Il lettore interessato a una descrizione generale della brevettabilità del software è invitato a riferirsi a [1] e, per gli argomenti puramente economici che giustificano il rifiuto della brevettabilità, a [2].
I brevetti sul software, un’aberrazione economica
Innanzitutto, come hanno dimostrato numerosi studi economici condotti sul campo [3, 4], un sistema di stimolo all’innovazione non può essere efficace che se non incoraggia effettivamente la produzione di prodotti finiti che vadano a beneficio dei cittadini e dunque della società nel suo insieme. In compenso, il monopolio di concetti di base scoraggia la produzione di tali beni: risulta infatti più redditizio per un attore economico detentore di brevetti ottenere royalty da entità che si assumono il rischio commerciale di realizzare i prodotti finiti piuttosto di concepire lui stesso quei prodotti e di rischiare di trovarsi in balia di attacchi della parte dei suoi simili. Così, più la portata del brevetto è ampia e si estende nel tempo, più vengono incoraggiati comportamenti predatori e l’assenza di assunzione di rischio, a danno dell’innovazione. Nel caso del software, la durata minima di vent’anni, che sarebbe imposta dagli accordi TRIPS se si considerasse il software brevettabile, supera di oltre dieci volte la vita commerciale media di un software: ciò non ha alcun senso economico perché blocca gli sviluppi ulteriori di altri innovatori che devono, per penetrare il mercato, acquisire royalty sulle idee di base il cui costo di sviluppo, se mai c’è stato, è già stato ampiamente rimborsato.

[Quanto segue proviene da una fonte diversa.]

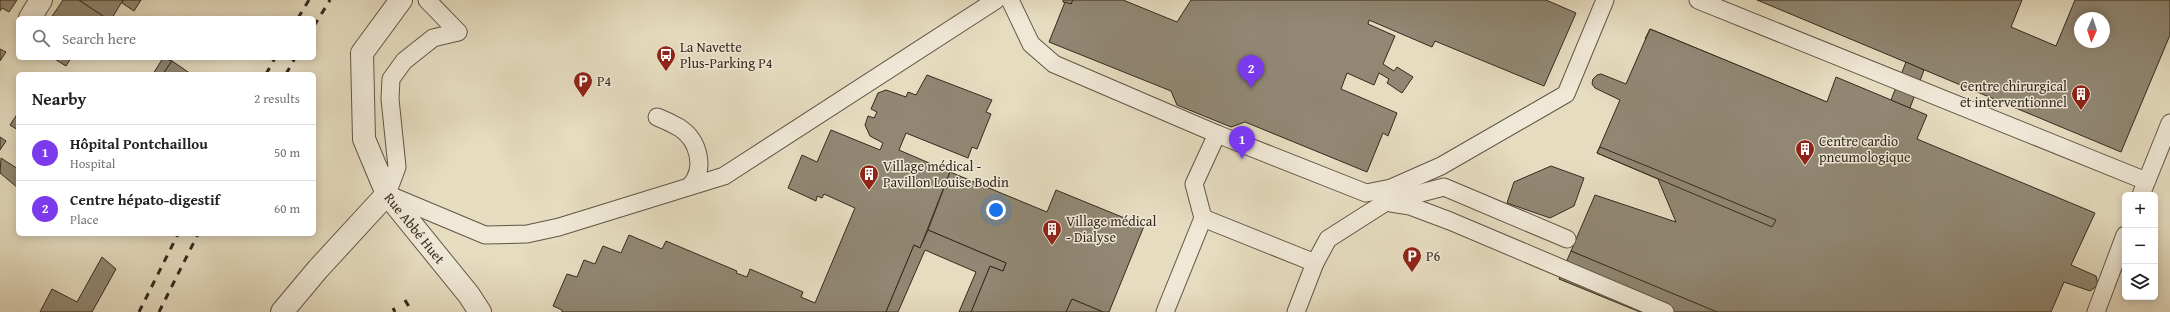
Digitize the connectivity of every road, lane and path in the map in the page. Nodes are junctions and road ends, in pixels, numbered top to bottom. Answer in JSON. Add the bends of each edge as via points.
{"nodes":[{"id":1,"x":41,"y":0,"type":"edge"},
{"id":2,"x":401,"y":0,"type":"edge"},
{"id":3,"x":427,"y":0,"type":"edge"},
{"id":4,"x":996,"y":0,"type":"edge"},
{"id":5,"x":1010,"y":0,"type":"edge"},
{"id":6,"x":1605,"y":0,"type":"edge"},
{"id":7,"x":1698,"y":0,"type":"edge"},
{"id":8,"x":31,"y":16,"type":"edge"},
{"id":9,"x":657,"y":117,"type":"dead end"},
{"id":10,"x":2170,"y":123,"type":"edge"},
{"id":11,"x":1217,"y":134,"type":"junction"},
{"id":12,"x":690,"y":186,"type":"junction"},
{"id":13,"x":2143,"y":188,"type":"edge"},
{"id":14,"x":387,"y":194,"type":"junction"},
{"id":15,"x":1386,"y":202,"type":"junction"},
{"id":16,"x":1203,"y":218,"type":"junction"},
{"id":17,"x":1567,"y":239,"type":"dead end"},
{"id":18,"x":2122,"y":243,"type":"edge"},
{"id":19,"x":1315,"y":263,"type":"junction"},
{"id":20,"x":282,"y":312,"type":"edge"},
{"id":21,"x":480,"y":312,"type":"edge"},
{"id":22,"x":1164,"y":312,"type":"edge"},
{"id":23,"x":1296,"y":312,"type":"edge"},
{"id":24,"x":1665,"y":312,"type":"edge"},
{"id":25,"x":2096,"y":312,"type":"edge"}],
"edges":[{"from":1,"to":8,"type":"street"},
{"from":2,"to":14,"type":"street","via":[[362,52],[364,139]]},
{"from":3,"to":14,"type":"lane","via":[[458,32],[433,38],[404,61],[391,79],[390,99],[397,167]]},
{"from":4,"to":12,"type":"lane","via":[[724,176]]},
{"from":5,"to":11,"type":"lane","via":[[1031,44],[1054,64]]},
{"from":6,"to":11,"type":"lane","via":[[1566,94],[1441,166],[1392,188],[1366,193]]},
{"from":7,"to":13,"type":"lane"},
{"from":9,"to":12,"type":"lane","via":[[681,129],[690,139],[700,160],[696,179]]},
{"from":10,"to":13,"type":"lane"},
{"from":11,"to":16,"type":"lane","via":[[1194,184]]},
{"from":12,"to":14,"type":"lane","via":[[558,227],[527,234],[485,235]]},
{"from":14,"to":20,"type":"street","name":"Rue Abbé Huet","via":[[318,268]]},
{"from":14,"to":21,"type":"street","name":"Rue Abbé Huet"},
{"from":15,"to":17,"type":"lane","via":[[1444,187]]},
{"from":15,"to":19,"type":"lane","via":[[1328,239]]},
{"from":15,"to":24,"type":"lane","via":[[1410,206],[1450,221]]},
{"from":16,"to":19,"type":"lane"},
{"from":16,"to":22,"type":"lane"},
{"from":18,"to":25,"type":"lane"},
{"from":19,"to":23,"type":"lane"}]}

Tra i grandi attori, c’è chi intesse accordi per lo scambio di portafogli di brevetti, scambio che permette loro di credersi in un mondo senza brevetti, ma che genera molteplici effetti perversi. Innanzitutto quale interesse economico c’è per queste imprese, e dunque per i loro clienti e per estensione per la società nel suo insieme, a finanziare il deposito di brevetti che serve a opporsi all’esistenza di altri brevetti mentre la loro assenza tornerebbe direttamente a loro vantaggio? Poi, alla fine di questi scambi, le sole entità che devono supportare il costo delle licenze sono le piccole e le medie imprese innovative, che non possono così accedere ai mercati che sarebbero redditizi per i loro investimenti. Il sistema funziona quindi esattamente all’opposto di come dovrebbe, penalizzando le PMI, che rappresentano più del 70% degli addetti e della ricchezza prodotta nel settore in Europa.

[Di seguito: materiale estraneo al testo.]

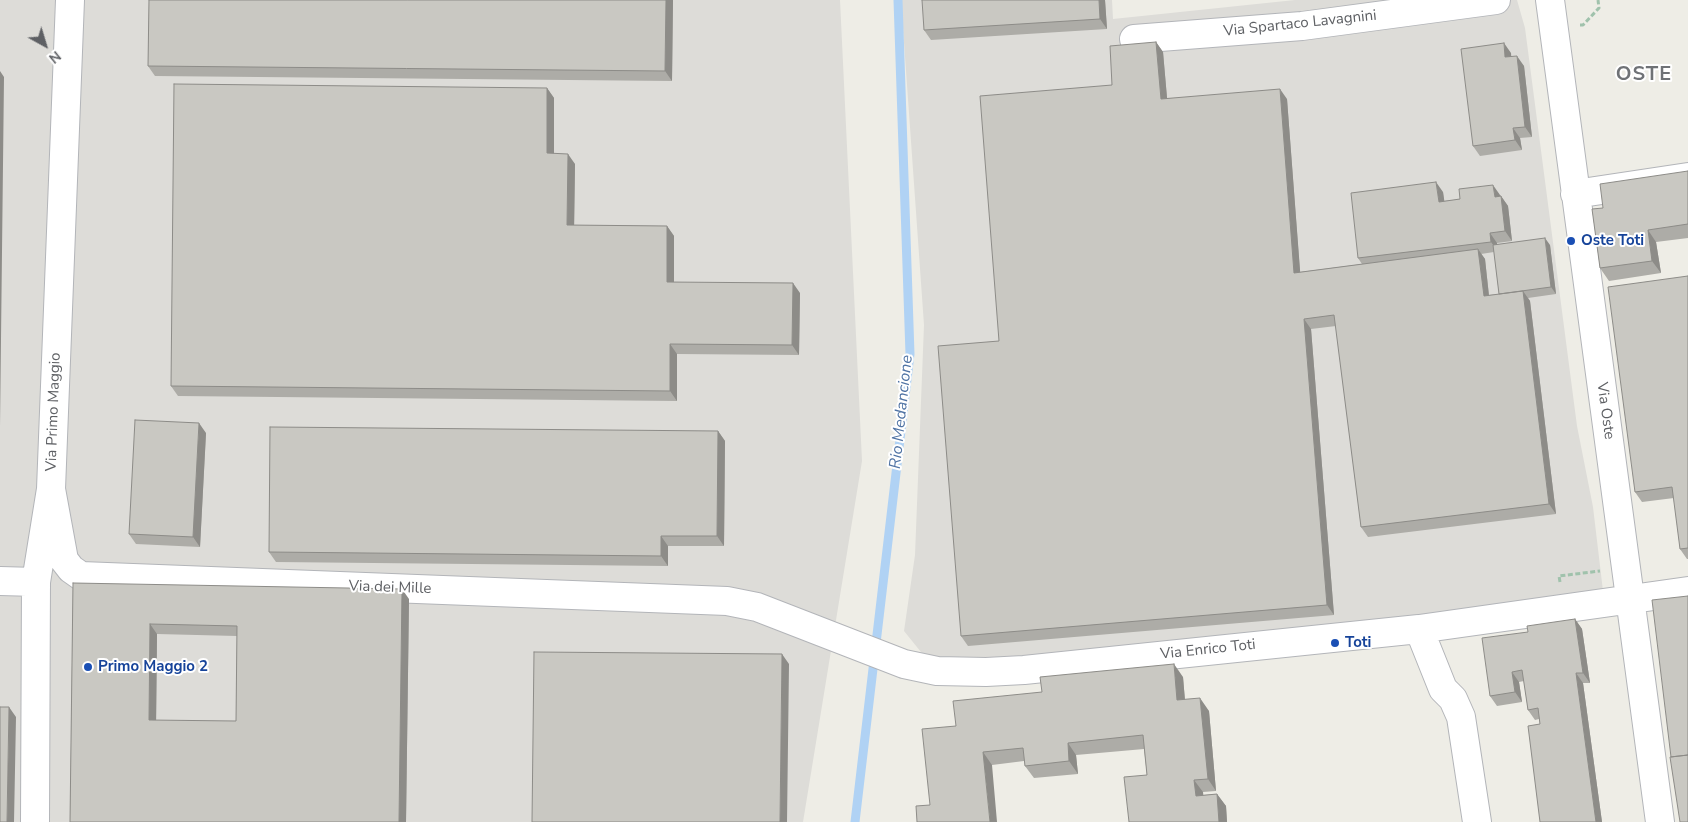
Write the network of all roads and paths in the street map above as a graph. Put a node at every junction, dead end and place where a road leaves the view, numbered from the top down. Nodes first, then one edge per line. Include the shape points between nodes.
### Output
1 (70, 0) edge
2 (1496, 0) edge
3 (1550, 0) edge
4 (1134, 39) dead end
5 (1688, 177) edge
6 (1575, 194) junction
7 (51, 488) junction
8 (0, 581) edge
9 (36, 582) junction
10 (1688, 591) edge
11 (1631, 598) junction
12 (792, 620) joint
13 (1419, 629) junction
14 (35, 822) edge
15 (1477, 822) edge
16 (1660, 822) edge

1 - 7 street, Via Primo Maggio
2 - 4 street, Via Spartaco Lavagnini via 1302,26
3 - 6 street, Via Oste
5 - 6 street
6 - 11 street, Via Oste
7 - 9 street, Via Primo Maggio
7 - 12 street, Via dei Mille via 64,560 81,576 727,601 757,607
8 - 9 street
9 - 14 street, Via Primo Maggio
10 - 11 street, Via Enrico Toti
11 - 13 street, Via Enrico Toti
11 - 16 street, Via Oste
12 - 13 street, Via Enrico Toti via 904,664 937,671 986,672
13 - 15 street via 1443,689 1461,717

Risulta dunque poco sorprendente che i sostenitori dei brevetti siano maggiormente i gruppi a favore della «proprietà intellettuale» e degli uffici brevetti, i quali prosperano con l’aumento del numero dei protocolli depositati e dei contenziosi che ne discendono così come i servizi sui brevetti di alcune grandi imprese, che acquisiscono un potere crescente malgrado trovino l’opposizione anche delle direzioni tecniche interne (ma non hanno voce in capitolo, come nel caso di Alcatel, per esempio).
I brevetti sul software, una minaccia strategica per l’Europa
L’argomentazione di alcune grandi imprese che fanno pressione per la brevettabilità del software non tiene ed è dannosa a lungo termine per le nazioni europee.
Innanzitutto ribadiamo che la maggioranza di queste imprese produce marginalmente software, anche se esso comprende una fetta importante delle funzioni logiche messe in azione dai dispositivi rilasciati. Tuttavia, come visto più sopra, è la capacità realizzativa dei prodotti che occorre proteggere e non le funzioni logiche astratte di per sé. Non parliamo nemmeno della pressione esercitata dalle imprese dei media (tipo Vivendi), che sono solo utenti di software e che cercano di monopolizzare gli strumenti per la visualizzazione dei loro contenuti.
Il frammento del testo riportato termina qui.